Link to Government guidance 

https://assets.publishing.service.gov.uk/government/uploads/system/uploads/attachment_data/file/906544/ghg-additional-information.pdf?fbclid=IwAR1SIQ78Y6nbytoywhUTG-PSGGk15hzNm5uQhmXHqLt8EDRL4yl2jHOYA84

 

Tuesday 4 August 2020

It was acceptable in the 80s - But why do we still not understand S21?

S21 not a real eviction

 In 1988 a new Housing Act gave us what we know today as an Assured Shorthold tenancy or AST and created the provision of Section 21 notices, this provides the opportunity for landlords to evict  tenants from the property even if the tenant has not breached the terms of the tenancy agreement.

 

Commonly referred to as The No Fault Notice, S21 became the go-to notice of choice for landlords and provided a much simpler way to remove a tenant from a property, requiring a notice of 2 months and then a court order.

Prior to January 1989, landlords could serve a Notice to Quit under the Rent Act 1977 but would be required to prove one of the 20 Cases ( we would now refer to as grounds) had been breached in order for the court to award the possession.

 

The S21 did not require the landlord to wait for the tenant to make a mistake or default on rent payments.

In addition  Section 21 of the Housing Act guaranteed the landlord would get the eviction by making the no fault notice a mandatory ground, meaning a judge had no option but to award the requested eviction.

 

At the time, this was a revelation for landlords who had previously only had  protected and statutory tenancies to issue to tenants who in turn had the right to stay in a property they were renting, almost indefinitely and could even pass it on to relatives in the event of their death.

The Tory Government at the time saw that this system was disincentivising homeowners to let out their properties, contributing to a housing shortage.

The private rental sector, at this time, accounted for only 8% of homes, stark contrast to 1918 where 78% of housing was privately rented.

 

But over 30 years on from this landmark change in legislation, how many landlords and letting agents alike truly understand the meaning and use of Section 21?

 

The most common misconception is that a S21 notice is in fact an eviction warrant and tenants are expected to vacate once the notice expires.

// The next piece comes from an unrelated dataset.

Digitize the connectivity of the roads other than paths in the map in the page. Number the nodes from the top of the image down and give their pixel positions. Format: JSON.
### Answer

Many landlords will gamble the completion date for the sale of a house on the expiration of a section 21, more often than not losing the sale when the tenant stays put.

 

As will any business, it is as important to understand how to end a contract as it is to enter one.

 

Key Points of a Section 21

 

It is NOT an eviction warrant – A S21 is merely an informative letter set out in a prescribed format, advising the tenant that once from the end date of the letter a landlord may apply to court for a possession order.

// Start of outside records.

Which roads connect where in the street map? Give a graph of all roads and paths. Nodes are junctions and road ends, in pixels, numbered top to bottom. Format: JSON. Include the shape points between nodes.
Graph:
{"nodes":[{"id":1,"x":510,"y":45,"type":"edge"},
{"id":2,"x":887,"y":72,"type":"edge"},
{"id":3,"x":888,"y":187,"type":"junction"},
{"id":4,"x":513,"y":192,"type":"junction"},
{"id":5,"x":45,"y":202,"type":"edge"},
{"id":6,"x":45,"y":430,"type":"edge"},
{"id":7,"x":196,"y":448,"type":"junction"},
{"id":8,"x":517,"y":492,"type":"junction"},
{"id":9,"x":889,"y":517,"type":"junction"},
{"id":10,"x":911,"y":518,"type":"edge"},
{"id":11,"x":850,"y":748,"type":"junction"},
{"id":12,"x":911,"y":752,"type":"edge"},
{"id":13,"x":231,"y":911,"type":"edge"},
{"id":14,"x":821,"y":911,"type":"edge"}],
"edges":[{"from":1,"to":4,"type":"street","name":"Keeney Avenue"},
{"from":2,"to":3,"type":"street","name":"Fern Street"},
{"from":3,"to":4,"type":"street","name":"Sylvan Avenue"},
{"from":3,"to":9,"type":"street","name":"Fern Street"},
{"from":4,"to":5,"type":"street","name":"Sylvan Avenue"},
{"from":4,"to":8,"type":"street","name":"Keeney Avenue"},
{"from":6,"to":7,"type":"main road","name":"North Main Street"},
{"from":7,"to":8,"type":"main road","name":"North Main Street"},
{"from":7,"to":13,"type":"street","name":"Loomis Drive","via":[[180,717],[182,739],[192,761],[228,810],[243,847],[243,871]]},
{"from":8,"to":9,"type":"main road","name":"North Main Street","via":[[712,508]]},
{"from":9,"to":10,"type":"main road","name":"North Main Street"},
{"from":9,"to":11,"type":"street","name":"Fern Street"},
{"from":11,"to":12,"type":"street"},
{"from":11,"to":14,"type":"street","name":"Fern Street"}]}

Tenants do no have any legal reason to leave when a S21 expires – A tenancy can only be ended by the tenant ( Notice to quit) or a Court. When the S21 expires, that is simply the next step date for when a landlord can apply to court for possession.

Tenants do not have to leave.

Possession order if NOT an eviction – Once a court has granted the possession order for the property, this commonly gives a tenant 14 days to vacate the property, HOWEVER, from a legal stand point the tenant still does not have to leave the property.

Only an eviction warrant – Tenants only have to legally vacate a property once a bailiff attends and carries out the eviction, at this point changing the locks and handing the keys, the possession, back to the landlord.

 

It is important to remember that although a S21 carries less admin to issue than a S8, its process can actually take longer and be more costly, as rent arrears cannot be claimed when using a S21 because this is a NO FAULT eviction, meaning a separate claim for arrears will need to be submitted at additional costs.

 

With so much additional regulation surrounding how and when a S21 is served and its validity so easily forfeited

It is extremely important that landlords and agents understand the basic laws of renting privately and look at the practical more cost effective and swifter options available other than S21.